Market Realist – Central bank divergence is set to continue as European central banks expand their QE programs.
Since the European Central Bank (or ECB) signaled that it may expand the stimulus program as early as December, some policymakers outside the Eurozone have followed suit. The Swedish Riksbank’s QE (quantitative easing) program means it will have purchased 200 billion kronor ($23.3 billion) in bonds by the end of June 2016. The QE program was raised by 65 billion kronor ($7.6 billion) in the latest meeting.

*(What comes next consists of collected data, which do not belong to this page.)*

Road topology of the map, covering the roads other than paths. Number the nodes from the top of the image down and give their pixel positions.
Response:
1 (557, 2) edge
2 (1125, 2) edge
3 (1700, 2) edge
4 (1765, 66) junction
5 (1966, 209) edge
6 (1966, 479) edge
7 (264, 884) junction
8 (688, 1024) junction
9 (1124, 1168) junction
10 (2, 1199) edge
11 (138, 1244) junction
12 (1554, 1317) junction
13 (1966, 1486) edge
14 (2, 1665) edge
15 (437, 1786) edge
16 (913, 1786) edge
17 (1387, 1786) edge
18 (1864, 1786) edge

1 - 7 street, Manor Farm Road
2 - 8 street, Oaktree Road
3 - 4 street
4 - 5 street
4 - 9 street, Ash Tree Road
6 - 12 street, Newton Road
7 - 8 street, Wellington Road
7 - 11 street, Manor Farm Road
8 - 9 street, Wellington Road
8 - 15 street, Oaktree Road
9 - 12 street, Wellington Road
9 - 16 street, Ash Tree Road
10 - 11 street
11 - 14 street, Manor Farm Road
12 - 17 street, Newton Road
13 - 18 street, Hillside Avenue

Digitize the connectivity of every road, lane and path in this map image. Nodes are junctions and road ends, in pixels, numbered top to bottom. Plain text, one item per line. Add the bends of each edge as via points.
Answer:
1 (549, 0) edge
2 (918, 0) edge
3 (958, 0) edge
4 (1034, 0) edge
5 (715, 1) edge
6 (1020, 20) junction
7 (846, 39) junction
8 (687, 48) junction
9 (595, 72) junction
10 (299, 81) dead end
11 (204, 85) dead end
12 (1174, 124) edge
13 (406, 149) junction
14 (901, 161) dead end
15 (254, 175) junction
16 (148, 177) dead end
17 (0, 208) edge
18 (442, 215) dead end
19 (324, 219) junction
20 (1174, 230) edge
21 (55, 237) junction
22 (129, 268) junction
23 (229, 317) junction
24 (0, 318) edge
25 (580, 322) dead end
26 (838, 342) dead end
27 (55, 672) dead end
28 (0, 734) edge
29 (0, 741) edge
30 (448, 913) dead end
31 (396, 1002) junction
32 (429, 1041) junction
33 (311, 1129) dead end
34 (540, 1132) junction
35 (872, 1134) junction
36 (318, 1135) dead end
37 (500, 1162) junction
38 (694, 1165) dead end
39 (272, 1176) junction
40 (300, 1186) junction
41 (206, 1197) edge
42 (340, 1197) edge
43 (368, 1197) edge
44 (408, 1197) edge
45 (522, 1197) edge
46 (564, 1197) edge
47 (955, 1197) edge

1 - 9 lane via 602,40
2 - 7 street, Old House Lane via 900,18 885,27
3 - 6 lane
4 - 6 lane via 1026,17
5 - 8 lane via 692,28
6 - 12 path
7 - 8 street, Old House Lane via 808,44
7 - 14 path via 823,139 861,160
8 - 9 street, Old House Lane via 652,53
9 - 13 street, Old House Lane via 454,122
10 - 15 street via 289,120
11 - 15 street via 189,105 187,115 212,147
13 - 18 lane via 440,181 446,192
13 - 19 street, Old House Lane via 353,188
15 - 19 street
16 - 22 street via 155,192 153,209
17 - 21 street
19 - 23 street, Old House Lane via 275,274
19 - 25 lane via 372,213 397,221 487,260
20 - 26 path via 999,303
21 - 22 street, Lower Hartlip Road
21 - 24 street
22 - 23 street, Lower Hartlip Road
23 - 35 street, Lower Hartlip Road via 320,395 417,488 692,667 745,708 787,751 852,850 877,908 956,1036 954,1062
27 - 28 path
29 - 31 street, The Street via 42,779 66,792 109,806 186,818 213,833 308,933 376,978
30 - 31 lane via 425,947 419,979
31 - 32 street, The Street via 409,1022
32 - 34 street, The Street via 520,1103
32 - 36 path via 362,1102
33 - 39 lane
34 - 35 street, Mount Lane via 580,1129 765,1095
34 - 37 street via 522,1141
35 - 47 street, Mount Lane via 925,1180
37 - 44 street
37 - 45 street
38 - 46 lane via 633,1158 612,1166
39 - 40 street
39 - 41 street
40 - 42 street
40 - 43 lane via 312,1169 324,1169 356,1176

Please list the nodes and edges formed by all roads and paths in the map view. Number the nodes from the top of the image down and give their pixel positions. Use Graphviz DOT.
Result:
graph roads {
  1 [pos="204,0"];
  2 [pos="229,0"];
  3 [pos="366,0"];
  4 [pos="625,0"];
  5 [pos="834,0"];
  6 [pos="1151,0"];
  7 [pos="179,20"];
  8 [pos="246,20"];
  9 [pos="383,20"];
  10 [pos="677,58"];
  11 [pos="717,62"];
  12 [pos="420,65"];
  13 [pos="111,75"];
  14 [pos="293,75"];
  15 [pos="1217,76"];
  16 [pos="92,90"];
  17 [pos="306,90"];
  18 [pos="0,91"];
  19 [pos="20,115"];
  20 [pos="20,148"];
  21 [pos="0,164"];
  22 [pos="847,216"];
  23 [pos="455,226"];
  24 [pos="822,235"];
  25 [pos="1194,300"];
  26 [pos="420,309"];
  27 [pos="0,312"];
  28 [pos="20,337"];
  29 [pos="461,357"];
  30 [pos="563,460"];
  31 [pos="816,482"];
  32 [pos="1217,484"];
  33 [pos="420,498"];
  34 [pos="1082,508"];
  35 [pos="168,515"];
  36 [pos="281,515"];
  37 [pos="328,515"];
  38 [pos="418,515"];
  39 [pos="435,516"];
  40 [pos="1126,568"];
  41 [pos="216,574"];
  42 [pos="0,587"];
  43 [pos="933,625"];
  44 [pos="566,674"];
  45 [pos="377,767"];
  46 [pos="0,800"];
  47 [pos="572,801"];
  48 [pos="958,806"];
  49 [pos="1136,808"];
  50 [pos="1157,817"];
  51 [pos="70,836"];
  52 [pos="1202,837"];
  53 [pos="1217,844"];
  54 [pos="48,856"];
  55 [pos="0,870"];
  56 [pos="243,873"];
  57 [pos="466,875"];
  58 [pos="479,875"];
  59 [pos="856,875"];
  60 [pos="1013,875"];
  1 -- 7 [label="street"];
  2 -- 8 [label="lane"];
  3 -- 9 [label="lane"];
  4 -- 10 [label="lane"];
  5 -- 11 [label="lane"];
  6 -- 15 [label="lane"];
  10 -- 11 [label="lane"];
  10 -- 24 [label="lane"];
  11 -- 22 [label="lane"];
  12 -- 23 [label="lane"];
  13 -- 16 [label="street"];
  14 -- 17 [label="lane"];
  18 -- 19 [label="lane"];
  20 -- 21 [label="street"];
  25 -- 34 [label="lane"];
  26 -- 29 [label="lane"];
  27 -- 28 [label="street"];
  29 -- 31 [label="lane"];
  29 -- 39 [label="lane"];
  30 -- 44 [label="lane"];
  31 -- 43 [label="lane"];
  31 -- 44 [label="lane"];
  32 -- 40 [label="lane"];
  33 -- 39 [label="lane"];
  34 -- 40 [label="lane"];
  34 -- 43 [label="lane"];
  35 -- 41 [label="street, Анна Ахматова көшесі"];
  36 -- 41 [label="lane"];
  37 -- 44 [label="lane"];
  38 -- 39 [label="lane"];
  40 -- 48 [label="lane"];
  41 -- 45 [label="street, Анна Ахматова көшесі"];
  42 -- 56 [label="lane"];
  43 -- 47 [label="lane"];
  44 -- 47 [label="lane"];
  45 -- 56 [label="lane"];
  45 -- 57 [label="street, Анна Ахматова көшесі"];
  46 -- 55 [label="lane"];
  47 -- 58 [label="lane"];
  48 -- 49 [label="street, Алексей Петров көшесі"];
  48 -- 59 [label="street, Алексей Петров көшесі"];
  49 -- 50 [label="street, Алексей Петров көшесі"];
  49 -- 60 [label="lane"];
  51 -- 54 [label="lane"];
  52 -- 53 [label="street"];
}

Meanwhile, the Riksbank held repo rates at -0.35%, citing weakness in the global economy and the dovish nature of other central banks. Extended monetary easing in the developed world (EFA) means that the dollar’s (UUP) strength could continue.
Excessive monetary easing has led short-dated sovereign bonds in Europe to trade in negative territory. The Swiss two-year bond is yielding as low as -0.86% as of November 4. The two-year German bund is trading at -0.32%, and the Dutch and the French 2twoyears are yielding -0.30 and -0.26, respectively.
Meanwhile, the Japanese two-year is yielding just above the negative zone, at 0.01%. Comparatively, the two-year US Treasury bills (NEAR) (SHY) is yielding much higher, at 0.8%. Current yields of US Treasuries (GOVT) are considered safe when compared to European and Japanese bonds. This could add to the dollar’s strength.